- _WHAT THE TASK REQUIRES_:
Please return every line of the records below that holds the word "Court".
------ SOURCE DATA
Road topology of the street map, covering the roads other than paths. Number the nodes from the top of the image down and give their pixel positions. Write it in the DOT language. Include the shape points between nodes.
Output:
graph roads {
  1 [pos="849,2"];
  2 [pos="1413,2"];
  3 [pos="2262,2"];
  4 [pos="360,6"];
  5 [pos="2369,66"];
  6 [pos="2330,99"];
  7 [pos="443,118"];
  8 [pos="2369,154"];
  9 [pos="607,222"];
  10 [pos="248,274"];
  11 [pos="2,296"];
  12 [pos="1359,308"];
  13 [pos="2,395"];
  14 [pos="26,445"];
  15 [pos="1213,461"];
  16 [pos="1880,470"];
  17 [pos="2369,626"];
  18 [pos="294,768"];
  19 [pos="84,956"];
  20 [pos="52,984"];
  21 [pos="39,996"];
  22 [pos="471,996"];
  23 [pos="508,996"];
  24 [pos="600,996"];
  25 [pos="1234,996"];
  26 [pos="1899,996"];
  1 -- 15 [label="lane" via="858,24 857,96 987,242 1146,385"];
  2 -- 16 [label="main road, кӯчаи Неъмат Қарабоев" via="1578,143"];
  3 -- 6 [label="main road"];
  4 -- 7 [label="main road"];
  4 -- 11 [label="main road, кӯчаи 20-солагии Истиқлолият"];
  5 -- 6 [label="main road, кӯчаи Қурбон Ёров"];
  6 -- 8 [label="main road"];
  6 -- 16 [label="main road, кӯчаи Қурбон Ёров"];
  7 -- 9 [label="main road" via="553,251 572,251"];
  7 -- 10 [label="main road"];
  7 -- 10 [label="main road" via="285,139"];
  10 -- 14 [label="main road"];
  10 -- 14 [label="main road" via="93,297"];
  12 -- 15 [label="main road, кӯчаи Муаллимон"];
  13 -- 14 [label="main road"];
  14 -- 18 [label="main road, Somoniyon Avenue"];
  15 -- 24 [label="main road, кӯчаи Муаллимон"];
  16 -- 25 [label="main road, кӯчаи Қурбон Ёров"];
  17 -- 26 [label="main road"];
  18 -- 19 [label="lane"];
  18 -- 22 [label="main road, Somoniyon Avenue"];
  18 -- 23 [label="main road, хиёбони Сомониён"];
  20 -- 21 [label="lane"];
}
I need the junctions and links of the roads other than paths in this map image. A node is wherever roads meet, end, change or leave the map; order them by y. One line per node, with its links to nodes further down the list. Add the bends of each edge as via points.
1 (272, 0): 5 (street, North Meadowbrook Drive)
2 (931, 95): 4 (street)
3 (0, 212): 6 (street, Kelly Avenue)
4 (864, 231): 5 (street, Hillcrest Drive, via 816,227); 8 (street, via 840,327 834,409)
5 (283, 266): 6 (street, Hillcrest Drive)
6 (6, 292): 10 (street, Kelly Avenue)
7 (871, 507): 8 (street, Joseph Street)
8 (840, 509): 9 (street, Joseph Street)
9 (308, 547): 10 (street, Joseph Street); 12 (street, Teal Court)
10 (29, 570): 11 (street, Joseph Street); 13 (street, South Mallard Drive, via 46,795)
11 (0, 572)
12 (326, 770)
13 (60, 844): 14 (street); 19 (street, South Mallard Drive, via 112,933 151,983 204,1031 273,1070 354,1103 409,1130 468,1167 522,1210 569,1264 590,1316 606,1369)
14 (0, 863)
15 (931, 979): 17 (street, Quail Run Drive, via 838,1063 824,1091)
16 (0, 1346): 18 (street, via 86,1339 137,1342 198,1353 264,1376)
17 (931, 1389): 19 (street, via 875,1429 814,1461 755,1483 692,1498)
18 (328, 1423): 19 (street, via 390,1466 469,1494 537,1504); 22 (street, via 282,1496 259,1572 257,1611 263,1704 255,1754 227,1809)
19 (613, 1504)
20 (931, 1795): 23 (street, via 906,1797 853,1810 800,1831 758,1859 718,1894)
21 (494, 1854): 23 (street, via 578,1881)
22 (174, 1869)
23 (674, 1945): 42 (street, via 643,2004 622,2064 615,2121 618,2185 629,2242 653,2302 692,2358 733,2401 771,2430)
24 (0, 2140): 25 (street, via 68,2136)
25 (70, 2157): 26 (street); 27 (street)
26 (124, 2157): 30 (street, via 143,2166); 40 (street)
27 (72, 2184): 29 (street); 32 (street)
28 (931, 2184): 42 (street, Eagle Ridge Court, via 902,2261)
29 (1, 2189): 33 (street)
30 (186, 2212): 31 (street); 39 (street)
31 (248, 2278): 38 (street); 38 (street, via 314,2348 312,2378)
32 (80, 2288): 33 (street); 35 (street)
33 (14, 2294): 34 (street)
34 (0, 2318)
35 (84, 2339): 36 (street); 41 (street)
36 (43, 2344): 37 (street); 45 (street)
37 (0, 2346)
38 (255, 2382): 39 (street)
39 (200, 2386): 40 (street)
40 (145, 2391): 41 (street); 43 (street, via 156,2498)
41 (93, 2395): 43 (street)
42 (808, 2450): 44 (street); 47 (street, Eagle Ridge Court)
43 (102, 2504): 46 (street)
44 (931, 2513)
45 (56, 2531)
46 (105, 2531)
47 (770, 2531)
------------
- _COMPLETED TASK_:
9 (308, 547): 10 (street, Joseph Street); 12 (street, Teal Court)
28 (931, 2184): 42 (street, Eagle Ridge Court, via 902,2261)
42 (808, 2450): 44 (street); 47 (street, Eagle Ridge Court)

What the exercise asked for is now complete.